С тех пор Аня и Катерина в минуту слабости и уныния бодрили друг друга, называясь «братьями Тарковскими». Святое братство – намоленный символ. Благодаря чему – и никак иначе! – все сошло с рук: простили и фотоаппарат, и зачет поставили за курятники…
Теперь же, во вражеском журнальном тылу, Анне надо было быстро придумать замену звучной фамилии. Не тревожить ведь классиков, в самом деле! Радельниковы – дальние, ни разу не виданные родственники из Душанбе. И люди вроде хорошие, и фамилия светлая. Только легенда у Анны подкачала.
– Я принесла вам тексты очень талантливых… – затараторила поначалу с горячностью, но начала запинаться, и коварный редактор насмешливо поднял бровь. – Это два брата. Они инвалиды с детства. Детдомовские, – для убедительности прибавила Аня, хотя ведь знала, что чем скупее врешь, тем легче потом выкручиваться.
Но если уж понесло, так держи карман шире. Вот, мол, дети соседки-алкоголички. Мать умерла, дети выросли в приюте, теперь вернулись в родительскую конуру. Родни у них нет, живут как придется, с миру по нитке. Но Бог дал жажду самовыражения. И грех было бы не поддержать конструктивные стремления молодых людей с трудной судьбой…
– Конечно, конечно, – с подозрительно торопливым участием согласился зубоскал. – Оставьте рукописи, посмотрим.
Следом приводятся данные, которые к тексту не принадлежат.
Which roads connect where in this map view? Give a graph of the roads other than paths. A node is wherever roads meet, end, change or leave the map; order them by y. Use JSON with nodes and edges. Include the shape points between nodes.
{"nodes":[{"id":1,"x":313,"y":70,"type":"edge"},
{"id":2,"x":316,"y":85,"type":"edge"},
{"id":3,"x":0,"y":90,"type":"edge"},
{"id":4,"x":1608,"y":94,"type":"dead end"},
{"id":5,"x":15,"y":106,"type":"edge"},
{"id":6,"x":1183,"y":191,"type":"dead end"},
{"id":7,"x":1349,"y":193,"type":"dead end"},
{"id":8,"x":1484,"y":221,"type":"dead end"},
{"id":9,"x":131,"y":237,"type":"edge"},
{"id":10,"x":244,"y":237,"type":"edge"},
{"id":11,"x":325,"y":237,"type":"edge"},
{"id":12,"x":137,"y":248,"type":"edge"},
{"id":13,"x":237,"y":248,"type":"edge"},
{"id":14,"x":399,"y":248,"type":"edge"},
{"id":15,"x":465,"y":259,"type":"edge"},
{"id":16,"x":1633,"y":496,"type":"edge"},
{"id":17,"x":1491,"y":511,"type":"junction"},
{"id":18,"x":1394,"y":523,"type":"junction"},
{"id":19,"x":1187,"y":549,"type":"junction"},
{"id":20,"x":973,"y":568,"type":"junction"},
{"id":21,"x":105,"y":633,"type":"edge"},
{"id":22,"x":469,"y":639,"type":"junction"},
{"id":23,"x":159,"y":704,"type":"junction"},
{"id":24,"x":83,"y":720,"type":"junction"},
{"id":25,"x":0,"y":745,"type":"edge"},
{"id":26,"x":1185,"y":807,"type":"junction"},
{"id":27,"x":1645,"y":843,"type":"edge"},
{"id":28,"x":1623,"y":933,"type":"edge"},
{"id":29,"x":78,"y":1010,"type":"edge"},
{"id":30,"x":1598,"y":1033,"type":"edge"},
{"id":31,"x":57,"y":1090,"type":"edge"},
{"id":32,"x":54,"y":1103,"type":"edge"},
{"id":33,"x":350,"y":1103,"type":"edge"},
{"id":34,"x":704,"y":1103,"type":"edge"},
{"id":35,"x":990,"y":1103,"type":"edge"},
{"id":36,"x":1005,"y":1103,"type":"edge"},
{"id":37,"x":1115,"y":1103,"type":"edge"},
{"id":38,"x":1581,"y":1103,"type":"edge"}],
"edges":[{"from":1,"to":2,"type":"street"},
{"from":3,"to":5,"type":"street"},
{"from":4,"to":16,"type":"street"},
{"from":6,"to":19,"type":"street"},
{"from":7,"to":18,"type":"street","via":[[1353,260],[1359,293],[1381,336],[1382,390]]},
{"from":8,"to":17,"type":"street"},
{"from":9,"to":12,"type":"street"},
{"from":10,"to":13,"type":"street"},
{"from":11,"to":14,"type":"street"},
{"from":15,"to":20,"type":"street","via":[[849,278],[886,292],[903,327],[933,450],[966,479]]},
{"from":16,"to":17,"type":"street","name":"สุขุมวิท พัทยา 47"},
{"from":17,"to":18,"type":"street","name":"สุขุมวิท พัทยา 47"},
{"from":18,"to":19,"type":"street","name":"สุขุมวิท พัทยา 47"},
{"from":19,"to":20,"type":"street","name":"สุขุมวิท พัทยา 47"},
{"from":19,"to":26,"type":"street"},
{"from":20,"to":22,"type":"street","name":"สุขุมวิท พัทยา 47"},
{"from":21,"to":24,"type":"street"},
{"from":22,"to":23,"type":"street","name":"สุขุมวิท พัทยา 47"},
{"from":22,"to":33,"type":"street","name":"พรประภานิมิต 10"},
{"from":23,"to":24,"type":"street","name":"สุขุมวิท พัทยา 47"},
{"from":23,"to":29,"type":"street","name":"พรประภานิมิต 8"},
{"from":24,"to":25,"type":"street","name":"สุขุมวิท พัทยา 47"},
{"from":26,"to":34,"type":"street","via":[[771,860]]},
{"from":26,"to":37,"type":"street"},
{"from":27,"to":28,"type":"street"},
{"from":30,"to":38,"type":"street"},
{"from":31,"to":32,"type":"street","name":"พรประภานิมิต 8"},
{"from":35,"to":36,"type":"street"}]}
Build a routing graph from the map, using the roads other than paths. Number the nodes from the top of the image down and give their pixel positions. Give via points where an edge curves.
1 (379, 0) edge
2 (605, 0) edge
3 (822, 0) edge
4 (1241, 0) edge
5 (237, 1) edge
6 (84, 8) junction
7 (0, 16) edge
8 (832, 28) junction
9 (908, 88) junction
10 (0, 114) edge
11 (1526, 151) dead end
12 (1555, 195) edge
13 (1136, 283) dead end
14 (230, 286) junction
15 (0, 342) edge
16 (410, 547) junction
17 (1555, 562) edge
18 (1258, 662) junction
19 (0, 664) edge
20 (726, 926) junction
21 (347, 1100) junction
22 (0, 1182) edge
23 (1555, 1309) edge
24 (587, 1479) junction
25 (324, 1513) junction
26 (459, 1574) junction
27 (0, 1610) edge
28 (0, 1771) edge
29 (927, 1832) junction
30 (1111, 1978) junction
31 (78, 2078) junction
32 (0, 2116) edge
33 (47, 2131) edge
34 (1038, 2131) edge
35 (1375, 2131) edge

Напишите только их телефон на всякий случай.
– Я дам свой. У них нет. Так что лучше через меня. – Голос Анны наконец окрылился вдохновляющей энергетикой бескорыстного обмана.
Она ушла, чувствуя себя изобретательной и смелой. Не беда, что прием стар, как солдатский анекдот. Но в этом шарм традиции: даже Шарль Перро поначалу подписывал свои сочинения именем одиннадцатилетнего сына Пьера д’Арманкура. Перро скрывал свое авторство, ибо был государственным мужем и членом академии, которому негоже сказочками баловаться. А Анна скрывает половую принадлежность. Повод попроще, что и говорить, но ведь и времена другие. Сейчас члены академий только рады были бы свое имя сказочками прославить. А вот такую тривиальность, как пол и естественные предпочтения, приходится скрывать.
Вспомнилось о Федечке. Это первый укол назревшей разлуки с любимым городом. Потому что за Федю с городом случилось неравное единоборство. Нельзя тут рубить с плеча. На зыбких берегах не делай резких движений – увязнешь. Здесь надо быть терпеливой Царевной-лягушкой. Возможно, лет тридцать ждать снятия порчи. И все это время с малокровным достоинством и посильным приятствием для окружающих нести свое пупырчатое тело по волнам жизни. Ведь и для лягушек праздники случаются, в самом деле…
Феде приходилось скрывать здоровую тягу к женщинам. Впрочем, все по порядку. Познакомились в редакции на Обводном. Федор сразу предложил помощь: мол, зачем сама печатаешь материал, давай мне, я, между прочим, по одной из специальностей машинистка. Так и сказал. А потом добавил: в армии десятипальцевым методом научился. Федьку все любили, он же безотказный. Интеллигентный. С юмором. Свойский, ранимый. К несчастью, таких любят не только милые люди с Обводного канала, но и… немилые люди. Извращенцы. На политкорректность Анне было с некоторых пор наплевать. Усвоила накрепко: что такое «хорошо» и что такое «плохо». Хорошо – это мужчина с женщиной по обоюдному согласию. Все остальное – плохо, просто потому, что «несчастливо». И первое может быть несчастливым, но есть шансы на удачу, а в противном случае шансов нет совсем. Ну не придумал пока Господь реформу соития и воспроизведения! А пока он добро не даст, ничего не выйдет, сколько бы гей-парадов ни затевали. Вон сколько великих, чудных и благородных полегло в битве с традицией. Даже Меркьюри, а ведь какой мужик… Не надо больше жертв. Пусть мальчишки лучше будут шумными, вредными, даже немножко ядовитыми. А то на покладистых слишком легко влиять всякой мрази. Пускай в нужный момент срабатывает охранное шило… понятно где.
А никакой изначальной тяги к собственному полу нет, нет и быть не может! Это все плоды совращений. Прости, психоанализ!